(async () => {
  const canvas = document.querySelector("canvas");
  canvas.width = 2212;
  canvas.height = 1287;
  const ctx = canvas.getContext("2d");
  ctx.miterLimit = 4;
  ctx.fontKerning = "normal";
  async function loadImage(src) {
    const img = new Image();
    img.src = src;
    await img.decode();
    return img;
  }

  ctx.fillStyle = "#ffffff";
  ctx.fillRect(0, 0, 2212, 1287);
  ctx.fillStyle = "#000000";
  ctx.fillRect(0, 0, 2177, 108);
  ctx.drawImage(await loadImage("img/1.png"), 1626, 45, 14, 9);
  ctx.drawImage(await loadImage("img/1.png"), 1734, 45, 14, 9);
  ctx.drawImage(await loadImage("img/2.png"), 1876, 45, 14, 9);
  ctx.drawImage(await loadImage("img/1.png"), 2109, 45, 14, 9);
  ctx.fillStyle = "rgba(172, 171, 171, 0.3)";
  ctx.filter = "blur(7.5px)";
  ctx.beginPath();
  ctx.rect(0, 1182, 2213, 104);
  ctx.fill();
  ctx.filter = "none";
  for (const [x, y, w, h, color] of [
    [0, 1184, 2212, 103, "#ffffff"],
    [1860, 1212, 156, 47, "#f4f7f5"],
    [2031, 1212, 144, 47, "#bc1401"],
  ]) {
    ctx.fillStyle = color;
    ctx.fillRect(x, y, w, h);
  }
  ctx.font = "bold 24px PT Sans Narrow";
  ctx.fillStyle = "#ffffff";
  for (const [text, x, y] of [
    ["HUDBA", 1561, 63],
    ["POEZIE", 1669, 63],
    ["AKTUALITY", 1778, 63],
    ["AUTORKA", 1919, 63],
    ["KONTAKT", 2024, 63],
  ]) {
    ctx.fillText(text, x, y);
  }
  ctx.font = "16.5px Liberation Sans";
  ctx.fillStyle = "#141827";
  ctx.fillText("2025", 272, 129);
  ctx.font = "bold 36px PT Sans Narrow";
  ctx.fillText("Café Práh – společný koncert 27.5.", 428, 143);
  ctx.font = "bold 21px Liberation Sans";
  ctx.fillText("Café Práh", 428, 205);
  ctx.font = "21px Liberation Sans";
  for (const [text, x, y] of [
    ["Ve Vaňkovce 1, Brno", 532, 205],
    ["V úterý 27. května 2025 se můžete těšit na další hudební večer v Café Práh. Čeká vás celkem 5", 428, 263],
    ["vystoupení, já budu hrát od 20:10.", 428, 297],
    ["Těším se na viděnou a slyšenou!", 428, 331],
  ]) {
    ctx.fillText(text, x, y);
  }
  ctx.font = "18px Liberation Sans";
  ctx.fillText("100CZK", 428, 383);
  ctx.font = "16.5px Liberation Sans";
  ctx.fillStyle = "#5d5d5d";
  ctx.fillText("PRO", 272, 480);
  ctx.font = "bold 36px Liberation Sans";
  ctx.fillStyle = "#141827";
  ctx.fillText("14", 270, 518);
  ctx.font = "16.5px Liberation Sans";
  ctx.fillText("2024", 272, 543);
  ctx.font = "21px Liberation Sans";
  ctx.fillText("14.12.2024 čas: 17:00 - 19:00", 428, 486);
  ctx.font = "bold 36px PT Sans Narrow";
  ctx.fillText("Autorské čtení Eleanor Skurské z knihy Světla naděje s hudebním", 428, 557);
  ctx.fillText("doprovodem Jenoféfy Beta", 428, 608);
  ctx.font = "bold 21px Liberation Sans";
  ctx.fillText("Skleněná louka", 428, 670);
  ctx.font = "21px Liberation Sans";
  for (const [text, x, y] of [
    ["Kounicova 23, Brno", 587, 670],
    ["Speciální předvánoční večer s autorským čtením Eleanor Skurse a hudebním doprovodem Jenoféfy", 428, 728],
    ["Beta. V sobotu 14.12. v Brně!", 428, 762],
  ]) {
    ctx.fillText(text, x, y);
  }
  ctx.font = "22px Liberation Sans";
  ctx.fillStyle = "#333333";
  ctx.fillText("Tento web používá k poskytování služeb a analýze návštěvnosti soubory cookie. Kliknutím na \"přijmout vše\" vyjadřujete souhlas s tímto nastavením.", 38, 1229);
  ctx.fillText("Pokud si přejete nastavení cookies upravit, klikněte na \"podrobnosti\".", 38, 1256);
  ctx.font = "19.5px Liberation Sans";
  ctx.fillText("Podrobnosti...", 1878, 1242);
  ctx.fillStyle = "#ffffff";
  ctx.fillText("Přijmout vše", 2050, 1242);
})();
# # # #
▸ **WHAT THE TASK REQUIRES**
For the word "fillRect", please say how many lines in the entries hold it, with only the number as the reply.

▸ **EXERCISE RESPONSE**
3